Please help us maintain positive conversations by refraining from posting spam, advertisements, and links to other websites or blogs. we reserve the right to remove your comment if it does not adhere to these guidelines. thanks! post a comment.

  1. My niece was very much like this! We used to tell her that she was a lion and her bites of food were different people in her life. She thought it was hilarious to “eat daddy.”

  2. I tell my 3 year old daughter that ‘food x’ makes her eyes sparkle, her cheeks rosey, hair shiny and/or that if she does not eat it she will stay small forever. And it usually works. haha.. lies.

  3. I was exactly like that when I was little, my mum took me to the doctor and they told her that very young children just don’t have the mentality to starve themselves, but obviously my mum was really worried anyway because I just wouldn’t eat at all. So she started to pretend that she was eating dinner, but she was tired so she was going to sleep (while keeping the food on her fork) and told me that under no circumstances could I eat any of her dinner. Then as she pretended to sleep I would eat the dinner off her fork because I was being naughty. Then she would wake up and ask my granddad where the food had gone and blame it all on him. This is an incredibly long winded account, but the point is it was hugely amusing to me as it became a game.

    I’m sure this is probably not what doctors recommend, but it worked for my mum so maybe give it a shot? I hope this helps a bit :)

  4. thats my son! His only 3 but has his mind set on only eating fried chicken (from churchs) though he can clean the meat off to the bone. and wenie and egg…literally thats all..ive gone to his pediatrician and his gastrointestinal dr (his got short bowel syndrome), and a nutrionist, they all say hes fine considering his condition and that its a phase. we try everything but nothings working…and he still doesnt understand bribery,so were just trying to live thru it.
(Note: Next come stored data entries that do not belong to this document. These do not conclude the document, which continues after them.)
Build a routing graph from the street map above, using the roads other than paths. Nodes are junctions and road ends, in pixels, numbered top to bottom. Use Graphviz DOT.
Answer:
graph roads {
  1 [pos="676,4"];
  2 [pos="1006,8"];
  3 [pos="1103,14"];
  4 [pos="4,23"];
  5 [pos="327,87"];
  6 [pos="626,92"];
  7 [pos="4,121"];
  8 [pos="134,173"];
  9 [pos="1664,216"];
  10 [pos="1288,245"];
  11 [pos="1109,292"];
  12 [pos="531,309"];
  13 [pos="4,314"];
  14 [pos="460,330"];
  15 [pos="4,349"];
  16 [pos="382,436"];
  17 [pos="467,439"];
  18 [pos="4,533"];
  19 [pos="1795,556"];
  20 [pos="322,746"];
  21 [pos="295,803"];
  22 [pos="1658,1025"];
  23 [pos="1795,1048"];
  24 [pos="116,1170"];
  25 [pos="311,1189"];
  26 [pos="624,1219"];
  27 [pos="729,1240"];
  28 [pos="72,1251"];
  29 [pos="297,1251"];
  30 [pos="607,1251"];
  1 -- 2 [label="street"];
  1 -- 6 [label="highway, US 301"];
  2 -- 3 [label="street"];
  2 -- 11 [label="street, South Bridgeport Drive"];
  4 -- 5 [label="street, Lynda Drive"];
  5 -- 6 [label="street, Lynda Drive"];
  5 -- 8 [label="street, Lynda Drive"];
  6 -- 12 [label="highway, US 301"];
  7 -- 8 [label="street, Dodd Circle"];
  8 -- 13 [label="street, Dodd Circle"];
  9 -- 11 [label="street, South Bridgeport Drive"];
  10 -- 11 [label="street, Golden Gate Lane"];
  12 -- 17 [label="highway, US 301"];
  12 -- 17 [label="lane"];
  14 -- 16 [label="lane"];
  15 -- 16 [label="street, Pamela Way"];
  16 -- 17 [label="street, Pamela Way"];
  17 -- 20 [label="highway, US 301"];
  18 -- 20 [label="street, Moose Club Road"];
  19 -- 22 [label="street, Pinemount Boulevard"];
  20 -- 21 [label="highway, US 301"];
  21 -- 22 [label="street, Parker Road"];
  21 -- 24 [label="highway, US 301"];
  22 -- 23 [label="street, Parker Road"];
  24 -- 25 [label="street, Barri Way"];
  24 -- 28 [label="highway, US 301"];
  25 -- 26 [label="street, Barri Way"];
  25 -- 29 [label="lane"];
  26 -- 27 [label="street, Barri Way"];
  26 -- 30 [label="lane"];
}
  5. My bestie’s four-year-old HAS to win at everything—getting to the front door, buckling in, putting on clothes/socks/shoes—so I’ve used this to my advantage. He does eat, but it takes him fooorrreeeeevvvveerrr, so I just tell him I am or someone else with us is about to beat him. (works for about two bites, but can be repeated as necessary).

  6. Did you ever try bribing her with a cupcake after she eats something substantial?
    ok, only kidding.
    mother in law.

  7. I’ve tried several of those to get my kids to eat too. My son is about to turn 5 and is really bony and picky about everything edible, he won’t even taste his dinner most days, I try to get him to show his little sister how to eat, try to race him, tell him what will happen to his body if he eats or doesn’t eat, offer a surprise activity after dinner, I try setting a timer…even the choice of licking, or kissing his food backfires. If you find a solution let us know!

  8. Oh, this IS my daughter! She’s almost three, and her diet consists of peanut butter and jelly (cut into bite size squares), mandarin oranges, frozen pancakes, and the occasional bowl of easy mac. Most days she won’t even try anything else, let alone eat what I’m eating. She’s never hungry either… and meal time is filled with bribery – “take one more bite of that, and you can have a hershey kiss, I promise” I too, feel guilty when her ribs poke out, but she’s in the 80th percentile for her weight, and the mid 90′s for her height. You’d never know what a hard time it is feeding her… And if one more person tells me “she’ll eat when she’s hungry, I think I might fight them. :)

  9. I had a friend in high school who said he had never felt hungry in his life. He did have some kind of medical condition where his brain and stomach weren’t communicating properly, but I wonder how they could even test for that. He was a competitive athlete, so he needed to eat a lot, but he had to set an actual schedule to remind himself to eat.